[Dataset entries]
★ ★ ★

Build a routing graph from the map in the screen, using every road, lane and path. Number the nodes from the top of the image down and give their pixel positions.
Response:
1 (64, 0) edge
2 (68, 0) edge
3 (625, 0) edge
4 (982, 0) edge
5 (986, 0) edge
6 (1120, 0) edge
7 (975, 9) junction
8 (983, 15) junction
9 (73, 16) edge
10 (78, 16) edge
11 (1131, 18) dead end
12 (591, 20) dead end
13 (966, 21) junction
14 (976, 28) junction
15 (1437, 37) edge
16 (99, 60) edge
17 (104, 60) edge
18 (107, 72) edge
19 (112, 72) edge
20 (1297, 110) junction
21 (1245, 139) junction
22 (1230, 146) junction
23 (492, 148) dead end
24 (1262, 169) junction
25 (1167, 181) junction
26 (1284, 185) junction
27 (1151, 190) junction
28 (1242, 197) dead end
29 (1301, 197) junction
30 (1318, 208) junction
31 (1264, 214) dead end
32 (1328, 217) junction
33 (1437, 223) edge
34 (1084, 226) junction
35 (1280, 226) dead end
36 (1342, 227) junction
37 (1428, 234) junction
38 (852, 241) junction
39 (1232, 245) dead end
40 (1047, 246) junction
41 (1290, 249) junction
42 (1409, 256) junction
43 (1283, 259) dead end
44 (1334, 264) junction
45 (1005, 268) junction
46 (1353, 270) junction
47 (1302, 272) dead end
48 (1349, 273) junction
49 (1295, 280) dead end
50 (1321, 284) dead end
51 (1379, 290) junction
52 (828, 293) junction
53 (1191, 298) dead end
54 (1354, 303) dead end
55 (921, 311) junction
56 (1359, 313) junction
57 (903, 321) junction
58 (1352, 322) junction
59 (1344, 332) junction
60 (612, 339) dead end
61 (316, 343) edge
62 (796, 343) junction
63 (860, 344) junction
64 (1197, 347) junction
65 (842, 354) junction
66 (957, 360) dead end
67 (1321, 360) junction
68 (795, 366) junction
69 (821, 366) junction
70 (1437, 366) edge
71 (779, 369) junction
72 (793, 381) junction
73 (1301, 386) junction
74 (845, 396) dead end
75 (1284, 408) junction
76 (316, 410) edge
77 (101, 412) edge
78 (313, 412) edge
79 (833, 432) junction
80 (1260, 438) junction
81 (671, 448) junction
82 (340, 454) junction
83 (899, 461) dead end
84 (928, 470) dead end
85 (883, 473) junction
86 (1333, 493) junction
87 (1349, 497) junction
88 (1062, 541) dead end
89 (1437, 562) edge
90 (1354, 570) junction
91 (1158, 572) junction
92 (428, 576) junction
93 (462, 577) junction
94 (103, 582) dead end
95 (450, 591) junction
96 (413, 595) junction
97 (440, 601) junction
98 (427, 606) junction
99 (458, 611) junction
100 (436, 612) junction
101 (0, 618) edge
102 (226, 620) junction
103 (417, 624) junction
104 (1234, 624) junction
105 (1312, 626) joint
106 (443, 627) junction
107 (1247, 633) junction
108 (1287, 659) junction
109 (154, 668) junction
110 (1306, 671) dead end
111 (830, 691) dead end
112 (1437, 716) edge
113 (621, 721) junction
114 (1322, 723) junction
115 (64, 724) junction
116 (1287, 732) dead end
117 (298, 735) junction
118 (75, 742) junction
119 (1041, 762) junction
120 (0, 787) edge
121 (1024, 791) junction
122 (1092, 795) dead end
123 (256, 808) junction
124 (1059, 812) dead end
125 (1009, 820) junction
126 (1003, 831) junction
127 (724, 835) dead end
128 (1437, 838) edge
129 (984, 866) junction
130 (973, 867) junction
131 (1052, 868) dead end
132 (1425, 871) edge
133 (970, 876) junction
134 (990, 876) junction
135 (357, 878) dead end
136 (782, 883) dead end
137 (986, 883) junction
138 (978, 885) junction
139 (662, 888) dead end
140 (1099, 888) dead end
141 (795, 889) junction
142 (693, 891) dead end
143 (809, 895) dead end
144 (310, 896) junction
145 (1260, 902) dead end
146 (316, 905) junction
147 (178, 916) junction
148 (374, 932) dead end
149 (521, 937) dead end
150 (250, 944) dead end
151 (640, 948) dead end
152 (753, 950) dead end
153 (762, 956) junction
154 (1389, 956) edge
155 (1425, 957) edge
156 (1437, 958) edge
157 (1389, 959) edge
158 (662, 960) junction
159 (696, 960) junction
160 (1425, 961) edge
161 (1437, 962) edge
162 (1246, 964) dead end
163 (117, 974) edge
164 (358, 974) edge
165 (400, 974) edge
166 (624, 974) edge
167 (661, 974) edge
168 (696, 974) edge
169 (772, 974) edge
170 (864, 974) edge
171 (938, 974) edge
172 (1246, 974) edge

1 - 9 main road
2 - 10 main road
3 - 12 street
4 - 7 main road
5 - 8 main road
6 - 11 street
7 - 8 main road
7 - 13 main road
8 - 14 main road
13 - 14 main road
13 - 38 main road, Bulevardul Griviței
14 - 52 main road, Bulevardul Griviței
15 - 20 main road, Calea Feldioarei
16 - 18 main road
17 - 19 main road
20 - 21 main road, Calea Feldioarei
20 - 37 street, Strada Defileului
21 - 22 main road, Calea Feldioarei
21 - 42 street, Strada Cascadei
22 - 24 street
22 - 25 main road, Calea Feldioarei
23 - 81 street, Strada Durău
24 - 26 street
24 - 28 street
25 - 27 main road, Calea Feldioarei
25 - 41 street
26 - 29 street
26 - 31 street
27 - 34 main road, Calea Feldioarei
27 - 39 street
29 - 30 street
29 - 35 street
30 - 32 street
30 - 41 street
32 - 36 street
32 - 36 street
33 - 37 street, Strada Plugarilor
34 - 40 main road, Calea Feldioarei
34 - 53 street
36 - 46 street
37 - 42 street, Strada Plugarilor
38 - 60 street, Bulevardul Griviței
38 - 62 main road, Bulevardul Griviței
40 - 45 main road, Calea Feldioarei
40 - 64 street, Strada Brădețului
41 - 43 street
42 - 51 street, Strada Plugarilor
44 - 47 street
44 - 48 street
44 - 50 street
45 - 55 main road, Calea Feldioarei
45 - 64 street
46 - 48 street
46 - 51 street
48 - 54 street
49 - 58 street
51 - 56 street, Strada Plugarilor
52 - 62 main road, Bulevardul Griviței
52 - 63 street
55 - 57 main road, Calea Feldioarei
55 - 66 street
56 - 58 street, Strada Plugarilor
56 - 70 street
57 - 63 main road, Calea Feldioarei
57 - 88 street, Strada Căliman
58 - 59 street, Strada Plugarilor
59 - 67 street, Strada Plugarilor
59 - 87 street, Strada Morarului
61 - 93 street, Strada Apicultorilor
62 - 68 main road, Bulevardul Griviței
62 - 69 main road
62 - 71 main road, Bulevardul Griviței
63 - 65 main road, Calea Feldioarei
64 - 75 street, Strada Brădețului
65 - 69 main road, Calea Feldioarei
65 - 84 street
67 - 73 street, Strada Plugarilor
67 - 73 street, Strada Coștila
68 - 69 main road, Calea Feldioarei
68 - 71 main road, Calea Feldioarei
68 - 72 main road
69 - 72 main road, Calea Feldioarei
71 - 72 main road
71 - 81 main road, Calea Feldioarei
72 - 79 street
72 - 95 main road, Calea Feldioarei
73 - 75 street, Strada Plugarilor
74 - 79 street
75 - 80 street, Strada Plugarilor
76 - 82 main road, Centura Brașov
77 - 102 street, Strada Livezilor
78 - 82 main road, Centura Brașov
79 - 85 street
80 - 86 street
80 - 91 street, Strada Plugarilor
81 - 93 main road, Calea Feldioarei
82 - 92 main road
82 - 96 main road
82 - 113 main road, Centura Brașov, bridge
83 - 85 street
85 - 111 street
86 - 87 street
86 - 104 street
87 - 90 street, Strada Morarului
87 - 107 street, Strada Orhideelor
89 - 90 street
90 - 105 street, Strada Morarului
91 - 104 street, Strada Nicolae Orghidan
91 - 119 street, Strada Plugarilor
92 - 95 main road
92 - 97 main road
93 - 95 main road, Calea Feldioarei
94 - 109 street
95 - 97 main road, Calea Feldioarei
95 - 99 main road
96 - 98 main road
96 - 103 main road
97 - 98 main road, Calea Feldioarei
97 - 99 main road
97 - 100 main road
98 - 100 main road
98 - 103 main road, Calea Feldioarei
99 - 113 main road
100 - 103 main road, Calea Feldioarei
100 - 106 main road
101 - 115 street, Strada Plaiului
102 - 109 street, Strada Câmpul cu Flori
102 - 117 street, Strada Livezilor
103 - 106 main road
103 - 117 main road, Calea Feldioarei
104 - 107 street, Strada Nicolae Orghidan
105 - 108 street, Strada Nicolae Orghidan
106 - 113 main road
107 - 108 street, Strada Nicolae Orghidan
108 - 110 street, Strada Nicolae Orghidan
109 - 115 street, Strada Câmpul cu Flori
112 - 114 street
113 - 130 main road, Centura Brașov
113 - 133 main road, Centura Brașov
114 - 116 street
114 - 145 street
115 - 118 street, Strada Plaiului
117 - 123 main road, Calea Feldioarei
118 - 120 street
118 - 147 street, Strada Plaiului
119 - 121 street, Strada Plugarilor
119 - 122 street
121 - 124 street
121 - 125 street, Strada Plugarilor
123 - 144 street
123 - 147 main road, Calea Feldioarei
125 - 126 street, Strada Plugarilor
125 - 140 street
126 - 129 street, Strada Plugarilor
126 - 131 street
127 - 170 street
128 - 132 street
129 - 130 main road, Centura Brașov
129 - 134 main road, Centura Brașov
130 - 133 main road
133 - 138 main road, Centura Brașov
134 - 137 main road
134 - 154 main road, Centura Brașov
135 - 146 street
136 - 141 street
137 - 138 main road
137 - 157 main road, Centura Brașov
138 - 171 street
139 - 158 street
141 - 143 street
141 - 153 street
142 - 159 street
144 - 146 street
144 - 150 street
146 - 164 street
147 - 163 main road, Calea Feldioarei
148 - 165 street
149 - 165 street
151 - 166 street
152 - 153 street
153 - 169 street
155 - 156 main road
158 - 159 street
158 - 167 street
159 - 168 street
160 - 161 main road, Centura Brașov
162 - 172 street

★ ★ ★

Work task –
Scan the entries above for the string "Flori" and copy each line that contains it.

Reply to the task –
102 - 109 street, Strada Câmpul cu Flori
109 - 115 street, Strada Câmpul cu Flori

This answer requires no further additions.